01 — Overview
Over five milestones in CMPUT 402 (Software Quality), our team hardened the open-source Tartan Smart Home system, a rules-based home automation platform, through unit testing, coverage analysis, live A/B experimentation, static analysis, and technical debt auditing. I was responsible for test authoring, coverage instrumentation, bug discovery and fix documentation, and the A/B experiment infrastructure.
Starting from untested code, our black-box and white-box test suite reached 79% line coverage and 66% branch coverage on the core rules evaluator.
White-box analysis via JaCoCo uncovered a dead else if branch in the lighting rule, a
latent bug that would have silently misfired in production.
SonarQube tracked how our feature additions grew technical debt from 3d 6h (baseline) to 5d 1h; quantifying the cost of moving fast.
Built and ran a real A/B experiment in production Docker containers showing that cost-framed reports reduced light usage more than time-framed ones.
02 — Testing
The system enforces five home-automation rules. My job was to break them; and then prove they were fixed. Each rule got a black-box test suite first (what should happen), then white-box analysis via JaCoCo to find the branches our tests couldn't reach.
| Metric | Result | Coverage |
|---|---|---|
| Instruction Coverage | 77% | |
| Branch Coverage | 66% | |
| Line Coverage | 79% |
Each rule was tested with a named suite (R1A, R1B…). JaCoCo reports drove targeted additions, tests weren't added to inflate numbers, but to hit real uncovered branches.
The system auto-forced lights on when occupied, preventing residents from switching them off at night. Fix: lights only auto-on when occupant first enters (door-open event), not any time the house is occupied.
JaCoCo flagged an uncovered branch where an alarm triggered while occupant was still preparing to leave. Added R2E to cover the "door open, alarm enabled, house still occupied" state.
Two branches flagged: the system attempted to close an already-closed door, and the away-timer deactivation path was unreachable. Added R3D and R3E to expose both states.
else if JaCoCo showed else if (lightState) never fired, it was logically equivalent to the preceding
if, making the second block unreachable. Replaced with a plain else. Without
coverage tooling this would have shipped.
03 — In-Production Experiment
We instrumented the running system to track real usage, then split houses into groups receiving different feedback. A genuine A/B test, not a simulation. The question: does seeing your energy bill change how you use the smart home?
Houses in Group 1 received general energy usage summaries, total minutes the lights and HVAC ran, without cost framing or behavioural prompts.
Houses in Group 2 received the same data translated into estimated electricity costs. Same underlying numbers, different framing but designed to create personal stakes by quantifying usage in dollars.
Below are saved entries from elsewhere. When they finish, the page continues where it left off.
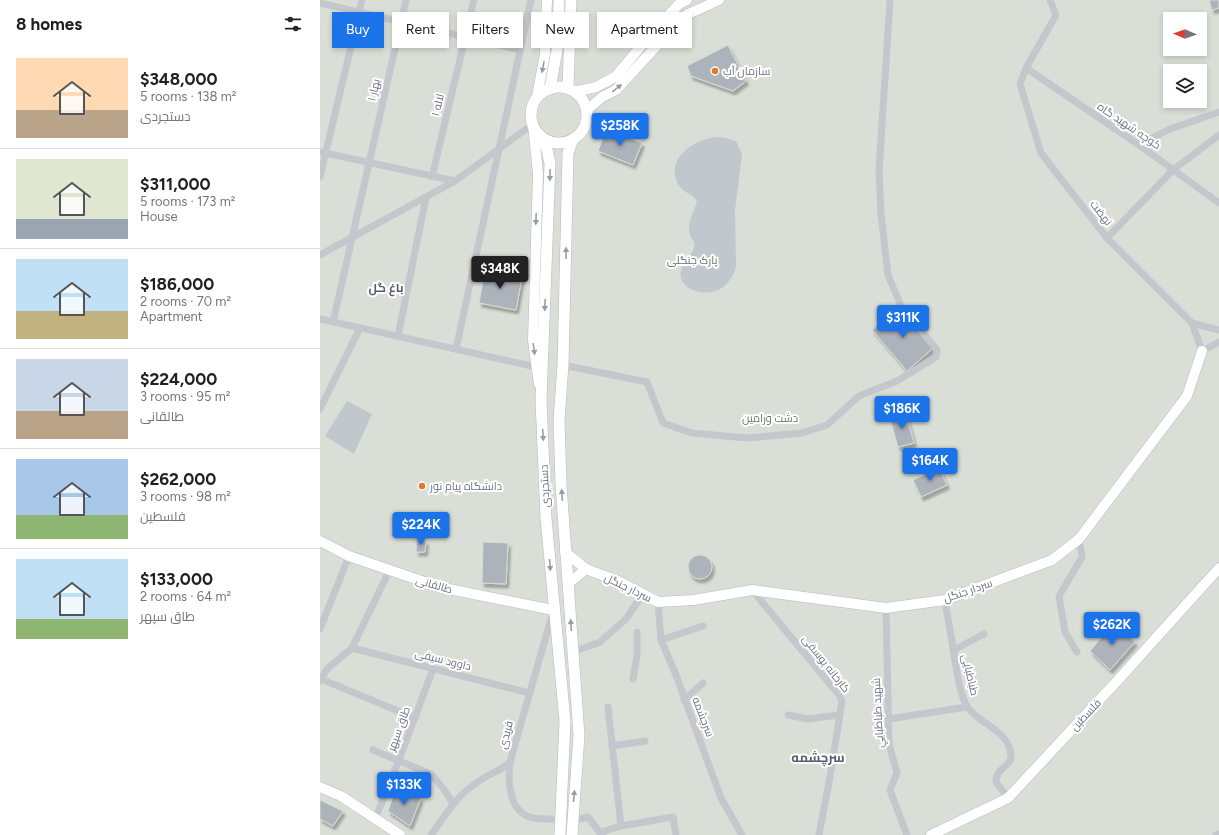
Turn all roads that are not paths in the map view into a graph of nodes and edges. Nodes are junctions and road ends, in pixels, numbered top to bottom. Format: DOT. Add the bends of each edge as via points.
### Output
graph roads {
  1 [pos="362,0"];
  2 [pos="406,0"];
  3 [pos="474,0"];
  4 [pos="531,0"];
  5 [pos="547,0"];
  6 [pos="559,0"];
  7 [pos="572,0"];
  8 [pos="687,0"];
  9 [pos="720,0"];
  10 [pos="890,0"];
  11 [pos="1050,0"];
  12 [pos="320,3"];
  13 [pos="359,12"];
  14 [pos="403,12"];
  15 [pos="471,12"];
  16 [pos="350,48"];
  17 [pos="395,48"];
  18 [pos="463,48"];
  19 [pos="511,48"];
  20 [pos="520,50"];
  21 [pos="1026,68"];
  22 [pos="550,89"];
  23 [pos="571,90"];
  24 [pos="537,97"];
  25 [pos="586,111"];
  26 [pos="1219,112"];
  27 [pos="533,124"];
  28 [pos="1219,135"];
  29 [pos="542,138"];
  30 [pos="573,139"];
  31 [pos="1139,145"];
  32 [pos="498,150"];
  33 [pos="323,152"];
  34 [pos="369,163"];
  35 [pos="1173,170"];
  36 [pos="320,177"];
  37 [pos="432,177"];
  38 [pos="455,181"];
  39 [pos="426,197"];
  40 [pos="1219,203"];
  41 [pos="352,238"];
  42 [pos="1107,238"];
  43 [pos="320,255"];
  44 [pos="320,319"];
  45 [pos="333,322"];
  46 [pos="1192,323"];
  47 [pos="360,328"];
  48 [pos="1219,330"];
  49 [pos="398,336"];
  50 [pos="1219,342"];
  51 [pos="456,349"];
  52 [pos="1202,351"];
  53 [pos="563,365"];
  54 [pos="536,367"];
  55 [pos="541,400"];
  56 [pos="320,409"];
  57 [pos="1079,539"];
  58 [pos="320,541"];
  59 [pos="565,552"];
  60 [pos="349,556"];
  61 [pos="1219,568"];
  62 [pos="586,569"];
  63 [pos="388,570"];
  64 [pos="568,584"];
  65 [pos="752,590"];
  66 [pos="642,595"];
  67 [pos="945,600"];
  68 [pos="658,602"];
  69 [pos="886,608"];
  70 [pos="553,610"];
  71 [pos="703,626"];
  72 [pos="320,629"];
  73 [pos="636,632"];
  74 [pos="984,634"];
  75 [pos="661,640"];
  76 [pos="352,648"];
  77 [pos="954,650"];
  78 [pos="573,652"];
  79 [pos="1077,652"];
  80 [pos="323,668"];
  81 [pos="433,668"];
  82 [pos="633,679"];
  83 [pos="320,680"];
  84 [pos="703,683"];
  85 [pos="529,693"];
  86 [pos="684,700"];
  87 [pos="608,707"];
  88 [pos="967,707"];
  89 [pos="788,715"];
  90 [pos="839,715"];
  91 [pos="415,718"];
  92 [pos="888,719"];
  93 [pos="645,741"];
  94 [pos="612,746"];
  95 [pos="373,750"];
  96 [pos="399,760"];
  97 [pos="510,762"];
  98 [pos="320,787"];
  99 [pos="1008,798"];
  100 [pos="453,803"];
  101 [pos="375,819"];
  102 [pos="560,819"];
  103 [pos="572,821"];
  104 [pos="621,826"];
  105 [pos="602,833"];
  106 [pos="1219,834"];
  107 [pos="400,835"];
  108 [pos="431,835"];
  109 [pos="560,835"];
  110 [pos="572,835"];
  111 [pos="676,835"];
  112 [pos="742,835"];
  113 [pos="819,835"];
  114 [pos="907,835"];
  115 [pos="931,835"];
  116 [pos="1216,835"];
  1 -- 13 [label="street"];
  2 -- 14 [label="street, بهار ۱"];
  3 -- 15 [label="street, لاله ۱"];
  4 -- 20 [label="street"];
  5 -- 24 [label="street, one-way" via="545,54"];
  6 -- 22 [label="main road" via="558,44"];
  7 -- 23 [label="main road"];
  8 -- 23 [label="street" via="679,4 658,26 615,77 596,87"];
  25 -- 9 [label="street, one-way" via="602,97 616,90 684,16"];
  10 -- 53 [label="street" via="879,171 888,275 900,306 937,350 936,357 897,381 859,396 827,425 802,433 747,438 692,433 663,423 647,382"];
  11 -- 21 [label="street, نهضت" via="1056,16"];
  12 -- 13 [label="street"];
  16 -- 33 [label="street"];
  17 -- 34 [label="street, بهار ۱"];
  18 -- 37 [label="street, لاله ۱"];
  19 -- 20 [label="street"];
  20 -- 32 [label="street"];
  21 -- 31 [label="street, کوچه شهید گاه"];
  21 -- 42 [label="street, نهضت" via="1020,84 1041,154"];
  22 -- 23 [label="main road" via="561,87"];
  22 -- 24 [label="main road"];
  23 -- 25 [label="main road" via="584,104"];
  24 -- 27 [label="main road" via="532,110"];
  25 -- 30 [label="main road" via="584,127"];
  26 -- 31 [label="street" via="1170,129"];
  27 -- 29 [label="main road"];
  27 -- 32 [label="street"];
  27 -- 54 [label="street, one-way" via="538,174 533,340"];
  28 -- 35 [label="street"];
  29 -- 30 [label="main road" via="560,142"];
  29 -- 55 [label="main road, دستجردی, one-way" via="550,163"];
  53 -- 30 [label="main road, دستجردی, one-way" via="568,153"];
  31 -- 35 [label="street, کوچه شهید گاه"];
  32 -- 38 [label="street"];
  32 -- 51 [label="street"];
  33 -- 34 [label="street"];
  33 -- 36 [label="street"];
  34 -- 37 [label="street"];
  34 -- 41 [label="street, بهار ۱"];
  35 -- 40 [label="street, کوچه شهید گاه"];
  35 -- 42 [label="street"];
  37 -- 38 [label="street"];
  38 -- 39 [label="street"];
  39 -- 41 [label="street"];
  39 -- 49 [label="street"];
  41 -- 43 [label="street"];
  41 -- 45 [label="street, بهار ۱"];
  42 -- 46 [label="street, نهضت"];
  44 -- 45 [label="street"];
  45 -- 47 [label="street"];
  46 -- 48 [label="street"];
  46 -- 52 [label="street, نهضت"];
  47 -- 49 [label="street"];
  47 -- 56 [label="street"];
  49 -- 51 [label="street"];
  50 -- 52 [label="street"];
  51 -- 54 [label="street"];
  52 -- 57 [label="street, سردار جنگل" via="1187,396"];
  59 -- 53 [label="main road, دستجردی, one-way" via="559,420"];
  54 -- 55 [label="street"];
  55 -- 70 [label="main road, دستجردی, one-way"];
  57 -- 67 [label="street, سردار جنگل" via="1052,560"];
  57 -- 79 [label="street" via="1082,557 1059,596 1065,632"];
  58 -- 60 [label="street, طالقانی"];
  59 -- 62 [label="street, سردار جنگل"];
  59 -- 64 [label="main road, دستجردی"];
  60 -- 63 [label="street, طالقانی"];
  60 -- 72 [label="street"];
  61 -- 99 [label="street, فلسطین"];
  62 -- 64 [label="street"];
  62 -- 66 [label="street, سردار جنگل" via="618,581"];
  63 -- 70 [label="street, طالقانی" via="439,588"];
  63 -- 76 [label="street"];
  78 -- 64 [label="main road, دستجردی, one-way"];
  65 -- 68 [label="street, سردار جنگل" via="694,600"];
  65 -- 69 [label="street, سردار جنگل"];
  65 -- 90 [label="street, کارخانه یوسفی" via="839,695 842,702"];
  66 -- 68 [label="street, سردار جنگل"];
  66 -- 78 [label="street" via="626,619 600,642"];
  67 -- 69 [label="street, سردار جنگل"];
  67 -- 77 [label="street, طباطبایی"];
  68 -- 75 [label="street, سرچشمه"];
  69 -- 92 [label="street, شهيد طباطبايي"];
  70 -- 85 [label="street, فریدی"];
  70 -- 102 [label="main road, دستجردی" via="565,721"];
  71 -- 75 [label="street"];
  73 -- 82 [label="street" via="637,656"];
  74 -- 77 [label="street"];
  75 -- 86 [label="street, سرچشمه"];
  76 -- 80 [label="street"];
  76 -- 81 [label="street, داوود سیفی"];
  77 -- 88 [label="street, طباطبایی" via="961,692"];
  103 -- 78 [label="main road, دستجردی, one-way" via="578,735"];
  80 -- 83 [label="street"];
  81 -- 85 [label="street, داوود سیفی"];
  81 -- 91 [label="street, طاق سپهر"];
  83 -- 91 [label="street"];
  84 -- 86 [label="street"];
  85 -- 97 [label="street, فریدی"];
  86 -- 112 [label="street, سرچشمه" via="721,798"];
  87 -- 94 [label="street"];
  88 -- 92 [label="street"];
  88 -- 99 [label="street, طباطبایی" via="1004,737 1008,745 1011,758 997,773 996,782"];
  89 -- 90 [label="street" via="808,719"];
  90 -- 113 [label="street, کارخانه یوسفی"];
  91 -- 96 [label="street, طاق سپهر"];
  92 -- 114 [label="street, شهيد طباطبايي" via="889,744 897,773 890,790"];
  93 -- 94 [label="street"];
  94 -- 104 [label="street"];
  95 -- 96 [label="street"];
  96 -- 100 [label="street" via="431,774"];
  96 -- 101 [label="street, طاق سپهر"];
  97 -- 100 [label="street, فریدی" via="502,770 482,779"];
  97 -- 102 [label="street" via="510,789 521,812 539,819"];
  98 -- 101 [label="street" via="341,796"];
  99 -- 115 [label="street, فلسطین"];
  100 -- 108 [label="street, فریدی"];
  101 -- 107 [label="street"];
  102 -- 109 [label="main road, دستجردی"];
  103 -- 105 [label="street" via="588,817"];
  103 -- 110 [label="main road, دستجردی"];
  104 -- 105 [label="street"];
  104 -- 111 [label="street" via="672,817"];
  106 -- 116 [label="street"];
}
The experiment was controlled via a groupExperiment flag set randomly per house in
config.docker.yml. Every interaction was group-tagged. Switching a house's
treatment required one config line change and no code deploy to simplify rollbacks.
Results were queried directly from MySQL using a time-buckets and then cleaned in Excel for charting. The data showed cost framing reduced average light usage, though HVAC usage was less responsive to either report type, likely because HVAC behaviour is more habitual and less in-the-moment.
Cost-framed feedback correlated with measurably lower light-on minutes compared to the neutral baseline group.
HVAC behaviour was similar across groups, suggesting habitual use is less responsive to feedback framing than discretionary actions like lighting.
04 — Static Analysis & Tech Debt
Running SpotBugs, PMD, and ErrorProne against the same codebase revealed how different tools catch different things and how their outputs often overlap, conflict, or mislead without a centralised view.
SonarQube gave us what the individual tools couldn't: a single number for the cost of our decisions. Adding features to the system grew technical debt by nearly two full working days.
The main takeaway: three separate tools with separate outputs is harder to act on than one consolidated view. Our recommendation was to integrate SonarQube directly into GitHub Actions, retire PMD (too much overlap, harder to parse), keep SpotBugs and ErrorProne for build-time feedback, and set strict security gate thresholds so debt accumulation is caught before merge, not after.
05 — Reflection
This wasn't a toy testing exercise, it was working on a real codebase with real bugs, real coverage gaps, and a real A/B experiment running in production containers. The gap between "tests pass" and "software is correct" became very concrete.
77% instruction coverage sounds good. But a 66% branch rate meant there were whole decision paths we couldn't verify. JaCoCo didn't just tell me what was covered; it told me where to look next.
PMD found 170 issues. SpotBugs found 42. They overlap on some things and diverge wildly on others. Running all three and cross-referencing taught me that no single tool has the full picture, and false positives are part of the work.
The A/B feature was only as useful as the config flag that controlled it. Designing the
groupExperiment propagation so it touched the DB schema, the service layer, and the UI in one
pass meant we could change treatments without redeploying.
Seeing "1 day 19 hours of new debt" attached to our pull requests made abstract quality concerns concrete. SonarQube's debt estimation isn't perfect, but it's a far better conversation starter than "this code is messy."